Da ragazzo ci mette il carico dichiarandosi nazista, senza neppure sapere cosa significhi, è solo la lontana eco del disprezzo di zio Aldolf per il genere umano. Niente a che vedere con l’adesione dell’idolo Céline a Hitler. Le donne? Ci stanno, ma solo dopo aver bevuto un po’ insieme, magari quel vinaccio che Charles tracanna da quando ha 14 anni. Tutte, si lamenta, pronte a sfiorarti la pelle, nessuna che ti si avvicini all’anima. Ne descriverà a decine, impietosamente, sempre immalinconito dalla depressione post-coitale, l’urgenza sessuale scaricata in fretta come un bagaglio. Una frase torna come un mantra porno: “Mi appoggiai al suo culo caldo, stantuffai un paio di colpi e rotolai di lato”. La tragedia di un (vecchio) porco in una riga. Che spreco di energie vitali. Meglio sbronzarsi. Un giorno del ’55 esagera con l’alcol e finisce in ospedale per un’ulcera. A salvarlo, grazie a una trasfusione, è sorprendentemente l’inaffidabile padre. Hank si rintana nelle stesse stanze decrepite glorificate da quelli della Beat Generation, che però se ne fregano del decoro del riparo di una notte, tanto poi si riparte verso non si sa dove. Bukowski no, è stanziale. Lontano dalle vertigini prosodiche di Kerouac ma anche dai maestri dell’eleganza formale. Ammira lo stile di Hemingway, ma sotto sotto lo giudica un fighetta. Andasse a farsi fottere, “Hem” e la pesca al marlin. Meglio le corse dei cavalli.
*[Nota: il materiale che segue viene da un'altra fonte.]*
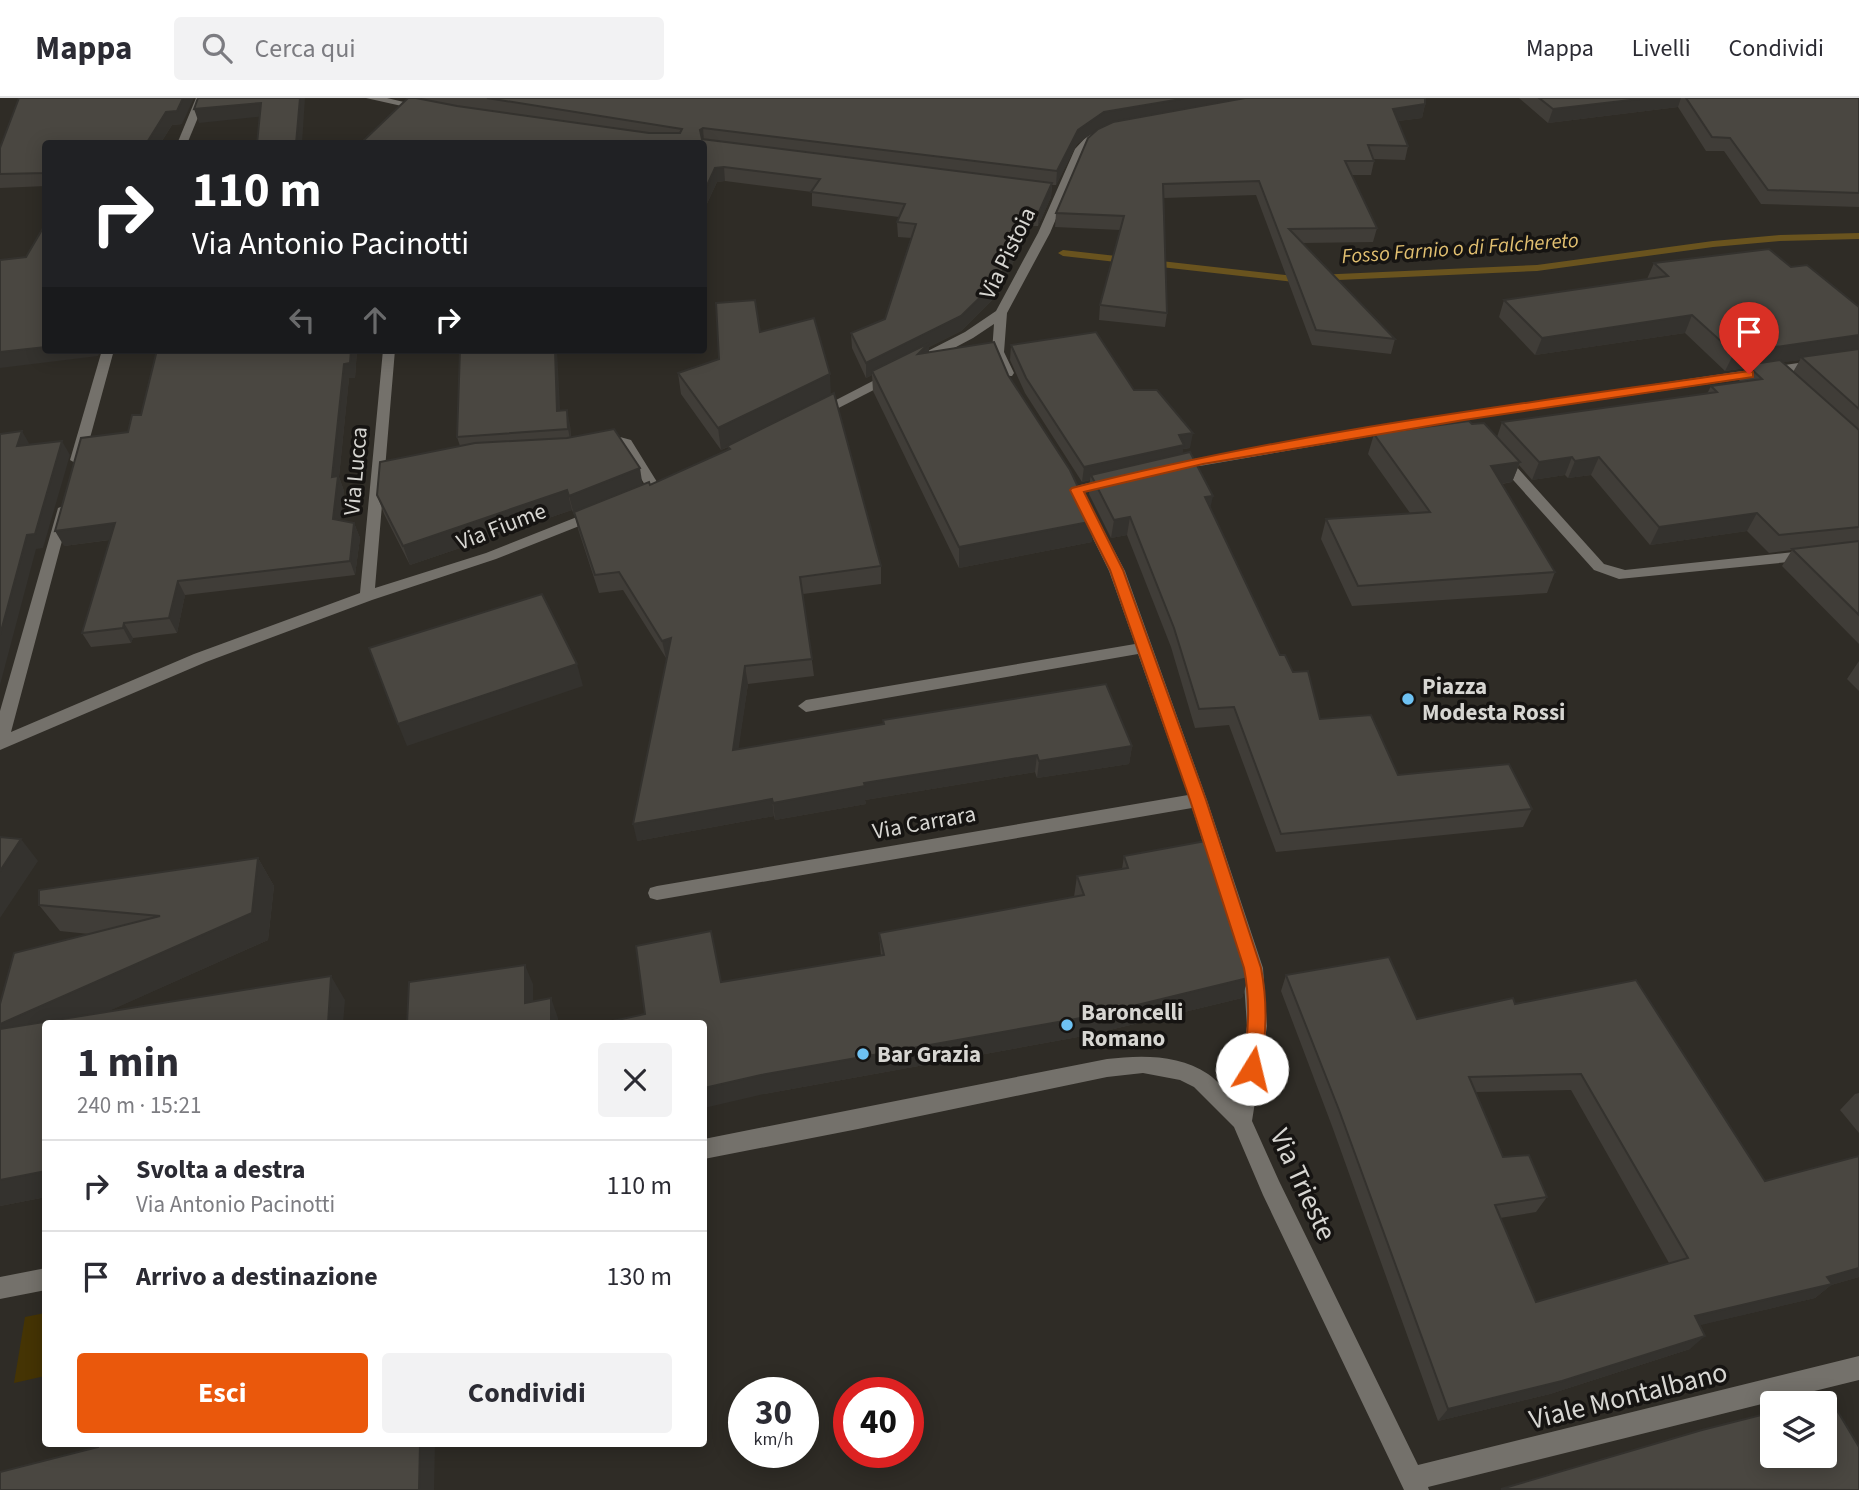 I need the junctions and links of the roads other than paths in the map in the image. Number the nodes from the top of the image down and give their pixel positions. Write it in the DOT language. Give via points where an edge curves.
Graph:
graph roads {
  1 [pos="201,98"];
  2 [pos="371,98"];
  3 [pos="435,110"];
  4 [pos="1121,127"];
  5 [pos="184,140"];
  6 [pos="1047,191"];
  7 [pos="1061,192"];
  8 [pos="1001,313"];
  9 [pos="106,354"];
  10 [pos="389,354"];
  11 [pos="1859,358"];
  12 [pos="1775,370"];
  13 [pos="1012,384"];
  14 [pos="1793,387"];
  15 [pos="796,424"];
  16 [pos="1490,445"];
  17 [pos="582,449"];
  18 [pos="74,471"];
  19 [pos="1152,472"];
  20 [pos="1127,478"];
  21 [pos="672,484"];
  22 [pos="67,498"];
  23 [pos="618,506"];
  24 [pos="1859,550"];
  25 [pos="367,596"];
  26 [pos="1143,648"];
  27 [pos="806,706"];
  28 [pos="0,742"];
  29 [pos="1198,800"];
  30 [pos="657,893"];
  31 [pos="1242,1121"];
  32 [pos="707,1148"];
  33 [pos="42,1280"];
  34 [pos="0,1288"];
  35 [pos="1859,1368"];
  36 [pos="1414,1484"];
  1 -- 5 [label="street"];
  2 -- 3 [label="street"];
  4 -- 7 [label="street, Via Pistoia" via="1091,138 1080,149"];
  6 -- 7 [label="street"];
  7 -- 8 [label="street, Via Pistoia"];
  8 -- 13 [label="street, Via Pistoia" via="998,352"];
  8 -- 15 [label="street" via="969,335"];
  9 -- 18 [label="street"];
  10 -- 25 [label="street, Via Lucca" via="384,471"];
  11 -- 12 [label="street"];
  12 -- 14 [label="street"];
  12 -- 19 [label="street" via="1203,460"];
  16 -- 24 [label="street" via="1599,567 1624,575"];
  17 -- 21 [label="street" via="626,443 649,493"];
  20 -- 26 [label="street" via="1073,485 1116,570"];
  22 -- 28 [label="street"];
  23 -- 25 [label="street, Via Fiume" via="491,556"];
  25 -- 28 [label="street, Via Fiume" via="200,658"];
  26 -- 27 [label="street"];
  26 -- 29 [label="street"];
  29 -- 30 [label="street, Via Carrara"];
  29 -- 31 [label="street" via="1253,968 1258,997 1257,1043"];
  31 -- 32 [label="street, Via Trieste" via="1201,1081 1184,1072 1143,1064"];
  31 -- 36 [label="street, Via Trieste"];
  33 -- 34 [label="street"];
  35 -- 36 [label="street, Viale Montalbano"];
}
Cento dollari al mese. Diventano diecimila ogni due settimane, l’editore mantiene la parola man mano che i libri di Bukowski conquistano il pubblico. Factotum, Donne, i volumi di racconti e poesie. Lo star-system se lo contende come un trofeo: Mickey Rourke lo incarna nel film Barfly, Bono gli dedica il concerto degli U2 al Dodgers Stadium. Lui e la moglie buddista Linda sono in prima fila con Jack Nicholson. Una volta Hank sta male: Elliott Gould e Sean Penn lo trascinano dagli specialisti di Beverly Hills, che non cavano un ragno dal buco. Bukowski porta il gatto dal veterinario, che gli diagnostica la tubercolosi. Malattia da poveri, sconosciuta alle stelle. Chissenefrega, pensa Hank, tanto moriremo tutti. Il suo turno è il 9 marzo 1994. Sulla lapide è scritto: “Don’t try”. Non provarci. Aspetta l’ispirazione. Magari sotto le coperte, con l’ultima lattina.